Contract Type: Permanent. Here at Havas across the group we pride ourselves on being committed to offering equal opportunities to all potential employees and have zero tolerance for discrimination. We are an equal opportunity employer and welcome applicants irrespective of age, sex, race, ethnicity, disability and other factors that have no bearing on an individual’s ability to perform their job.
Data Engineer (Data Science) in City of London employer: Havas SA
Contact Detail:
Havas SA Recruiting Team
StudySmarter Expert Advice 🤫
We think this is how you could land Data Engineer (Data Science) in City of London
✨Tip Number 1
Network like a pro! Reach out to people in the industry, attend meetups, and connect with potential colleagues on LinkedIn. You never know who might have the inside scoop on job openings or can put in a good word for you.
✨Tip Number 2
Show off your skills! Create a portfolio showcasing your projects, especially those related to data engineering and machine learning. This gives you a chance to demonstrate your expertise and makes you stand out from the crowd.
✨Tip Number 3
Prepare for interviews by practising common questions and scenarios relevant to data engineering. Think about how you can relate your past experiences to the role at Havas Market, and don’t forget to ask insightful questions about their projects!
✨Tip Number 4
Apply through our website! It’s the best way to ensure your application gets seen by the right people. Plus, it shows you’re genuinely interested in joining our team at Havas Market.
We think you need these skills to ace Data Engineer (Data Science) in City of London
Some tips for your application 🫡
Tailor Your CV: Make sure your CV speaks directly to the role of Data Engineer. Highlight your experience with Python, SQL, and any cloud platforms you've worked with. We want to see how your skills align with our needs!
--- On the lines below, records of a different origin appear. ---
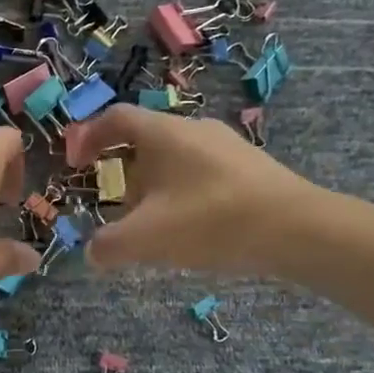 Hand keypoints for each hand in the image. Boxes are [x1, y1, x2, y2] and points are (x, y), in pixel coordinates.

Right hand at [63, 106, 324, 274]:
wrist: (298, 229)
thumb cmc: (211, 221)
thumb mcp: (147, 238)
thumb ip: (108, 246)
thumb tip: (92, 253)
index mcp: (163, 133)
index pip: (115, 118)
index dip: (88, 137)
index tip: (75, 165)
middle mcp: (194, 129)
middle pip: (144, 141)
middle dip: (121, 171)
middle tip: (115, 204)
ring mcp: (226, 147)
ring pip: (174, 160)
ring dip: (153, 187)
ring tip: (152, 224)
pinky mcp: (249, 168)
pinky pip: (200, 173)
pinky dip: (181, 194)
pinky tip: (191, 229) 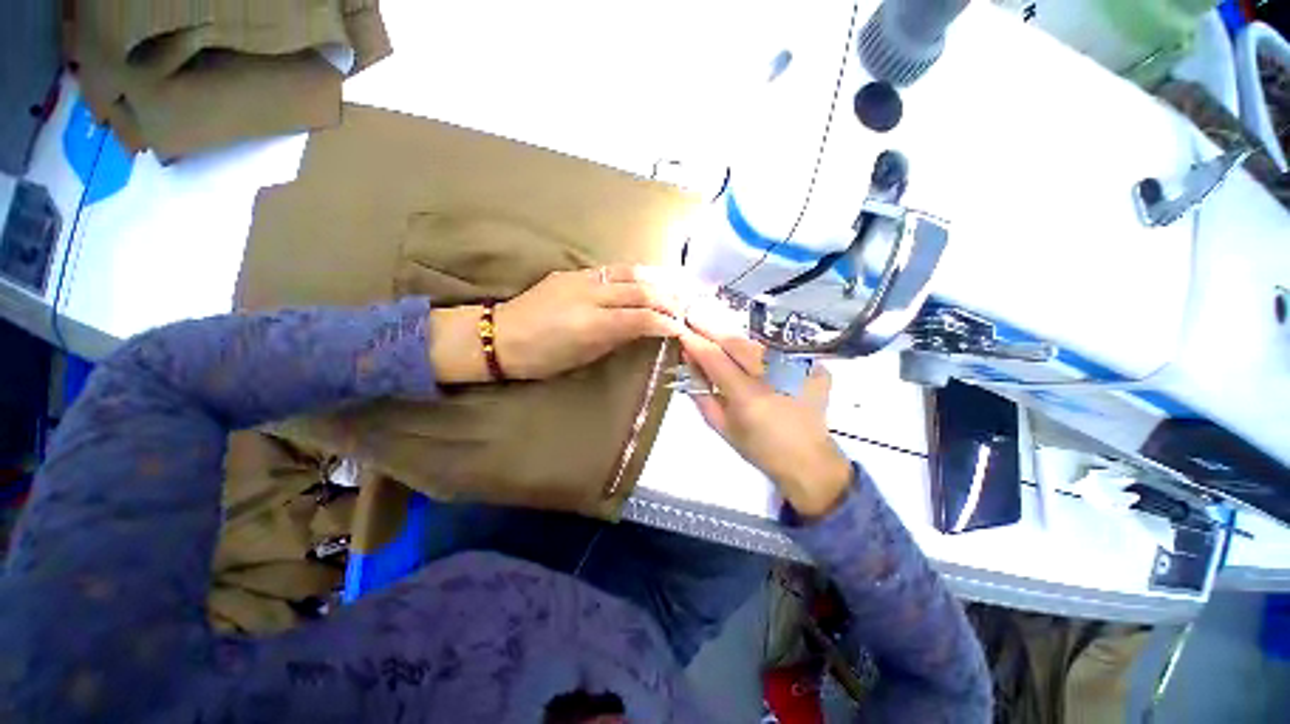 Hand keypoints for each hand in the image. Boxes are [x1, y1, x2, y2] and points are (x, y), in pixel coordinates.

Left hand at [430, 265, 685, 383]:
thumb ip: (615, 338)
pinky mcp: (572, 272)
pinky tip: (645, 277)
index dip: (665, 321)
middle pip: (639, 289)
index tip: (682, 326)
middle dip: (668, 297)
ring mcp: (580, 278)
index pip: (640, 317)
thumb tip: (642, 327)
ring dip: (656, 278)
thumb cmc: (542, 358)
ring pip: (628, 272)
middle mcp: (589, 295)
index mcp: (591, 324)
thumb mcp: (583, 356)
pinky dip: (634, 274)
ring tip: (675, 285)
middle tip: (686, 304)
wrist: (501, 335)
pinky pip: (612, 270)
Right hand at [678, 318, 851, 517]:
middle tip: (694, 316)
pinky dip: (759, 349)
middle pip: (736, 342)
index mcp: (748, 397)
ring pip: (756, 343)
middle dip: (712, 327)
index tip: (681, 329)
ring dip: (733, 337)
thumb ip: (701, 392)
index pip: (715, 358)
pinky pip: (777, 350)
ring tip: (717, 333)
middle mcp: (774, 377)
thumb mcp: (721, 426)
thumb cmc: (758, 448)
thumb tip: (688, 360)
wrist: (808, 460)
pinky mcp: (814, 367)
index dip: (696, 342)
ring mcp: (798, 369)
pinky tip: (750, 354) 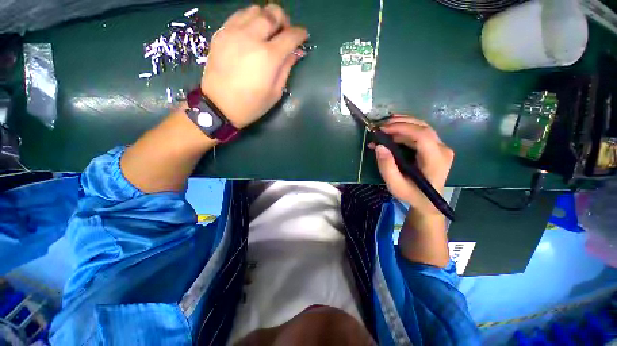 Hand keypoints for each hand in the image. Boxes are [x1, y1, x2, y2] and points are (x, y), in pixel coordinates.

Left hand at [201, 5, 307, 128]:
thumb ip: (286, 69)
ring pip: (255, 9)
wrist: (219, 105)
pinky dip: (249, 19)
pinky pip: (238, 15)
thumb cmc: (252, 104)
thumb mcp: (275, 93)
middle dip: (283, 19)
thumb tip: (295, 53)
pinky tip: (251, 32)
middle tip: (284, 31)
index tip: (303, 36)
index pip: (290, 36)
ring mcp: (234, 32)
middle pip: (273, 13)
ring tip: (267, 31)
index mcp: (269, 57)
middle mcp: (252, 38)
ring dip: (266, 17)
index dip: (300, 34)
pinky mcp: (221, 33)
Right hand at [371, 115, 453, 215]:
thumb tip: (379, 146)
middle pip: (422, 127)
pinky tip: (392, 129)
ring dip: (401, 123)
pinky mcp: (435, 146)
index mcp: (436, 160)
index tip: (382, 129)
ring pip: (421, 127)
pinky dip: (404, 129)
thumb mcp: (395, 185)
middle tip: (379, 126)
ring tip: (383, 127)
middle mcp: (442, 149)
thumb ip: (386, 167)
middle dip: (399, 123)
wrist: (428, 202)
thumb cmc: (411, 194)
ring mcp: (441, 146)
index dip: (402, 128)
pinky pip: (420, 132)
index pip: (422, 135) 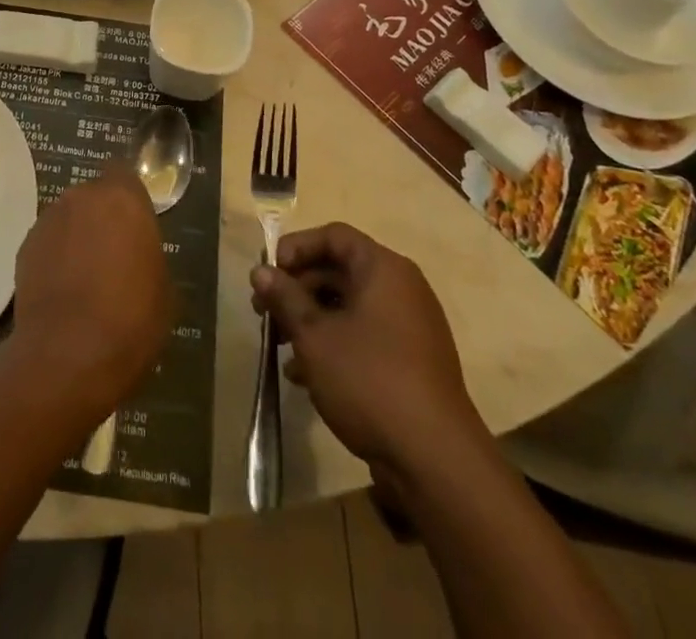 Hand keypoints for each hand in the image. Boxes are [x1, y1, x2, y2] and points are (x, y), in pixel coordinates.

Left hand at [11, 163, 170, 421]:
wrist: (67, 356)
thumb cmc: (130, 319)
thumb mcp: (163, 288)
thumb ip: (148, 254)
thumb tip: (137, 255)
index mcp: (122, 198)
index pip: (125, 174)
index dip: (130, 198)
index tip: (137, 224)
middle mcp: (81, 197)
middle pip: (94, 196)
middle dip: (103, 218)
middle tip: (114, 253)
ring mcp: (48, 220)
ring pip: (69, 218)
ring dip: (77, 236)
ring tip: (86, 277)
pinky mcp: (24, 247)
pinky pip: (48, 243)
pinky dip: (56, 257)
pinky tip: (63, 290)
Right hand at [250, 222, 482, 470]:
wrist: (435, 460)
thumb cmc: (369, 380)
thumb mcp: (315, 335)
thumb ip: (285, 297)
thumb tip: (261, 271)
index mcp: (384, 269)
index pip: (333, 236)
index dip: (296, 248)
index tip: (269, 274)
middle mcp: (401, 288)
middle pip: (339, 270)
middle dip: (297, 289)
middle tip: (264, 313)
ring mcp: (409, 327)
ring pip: (348, 306)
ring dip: (310, 320)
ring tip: (279, 347)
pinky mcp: (410, 362)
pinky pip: (364, 336)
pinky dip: (333, 344)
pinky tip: (303, 375) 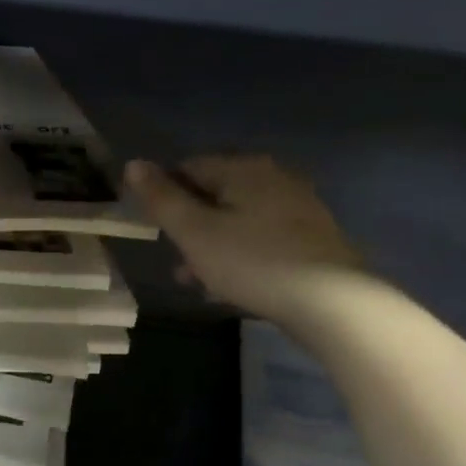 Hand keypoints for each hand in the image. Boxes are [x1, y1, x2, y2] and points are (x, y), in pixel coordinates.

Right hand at [123, 154, 363, 331]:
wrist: (331, 301)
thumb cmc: (252, 261)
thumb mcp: (195, 232)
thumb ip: (162, 199)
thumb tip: (134, 163)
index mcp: (244, 169)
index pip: (189, 167)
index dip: (164, 194)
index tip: (153, 227)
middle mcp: (274, 178)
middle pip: (216, 195)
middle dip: (190, 226)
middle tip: (174, 260)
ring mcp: (298, 208)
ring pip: (239, 221)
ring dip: (212, 246)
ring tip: (195, 280)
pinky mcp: (312, 239)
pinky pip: (262, 240)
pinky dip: (240, 256)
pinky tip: (231, 287)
Craft a Compelling Cover Letter: Your cover letter is your chance to shine! Share your passion for data engineering and how you can contribute to our mission at Havas. Be sure to mention specific projects or experiences that showcase your expertise.
Showcase Your Technical Skills: Don’t just list your skills; demonstrate them! Include examples of how you've built data pipelines, optimised queries, or implemented machine learning models. We love seeing real-world applications of your knowledge.
Apply Through Our Website: We encourage you to apply directly through our website. It’s the best way to ensure your application gets into the right hands. Plus, it shows us you're serious about joining our team!
How to prepare for a job interview at Havas SA
✨Know Your Data Inside Out
Make sure you’re well-versed in the data engineering concepts relevant to the role. Brush up on your SQL skills and be ready to discuss how you’ve built and maintained data pipelines in the past. Being able to talk about specific projects where you’ve integrated APIs or optimised data transformations will really impress.
✨Showcase Your Problem-Solving Skills
Prepare to discuss how you approach complex data problems. Think of examples where you’ve designed predictive models or implemented statistical techniques. Be ready to explain your thought process and the impact your solutions had on previous projects.
✨Demonstrate Collaboration and Communication
Since this role involves working closely with teams, highlight your experience in collaborative environments. Share examples of how you’ve provided technical consultation or mentored junior team members. Good communication is key, so practice explaining technical concepts in a way that’s easy to understand.
✨Stay Current with Industry Trends
Familiarise yourself with the latest developments in cloud data platforms and ML techniques. Be prepared to discuss how these trends can impact performance marketing optimisation. Showing that you’re proactive about learning will set you apart from other candidates.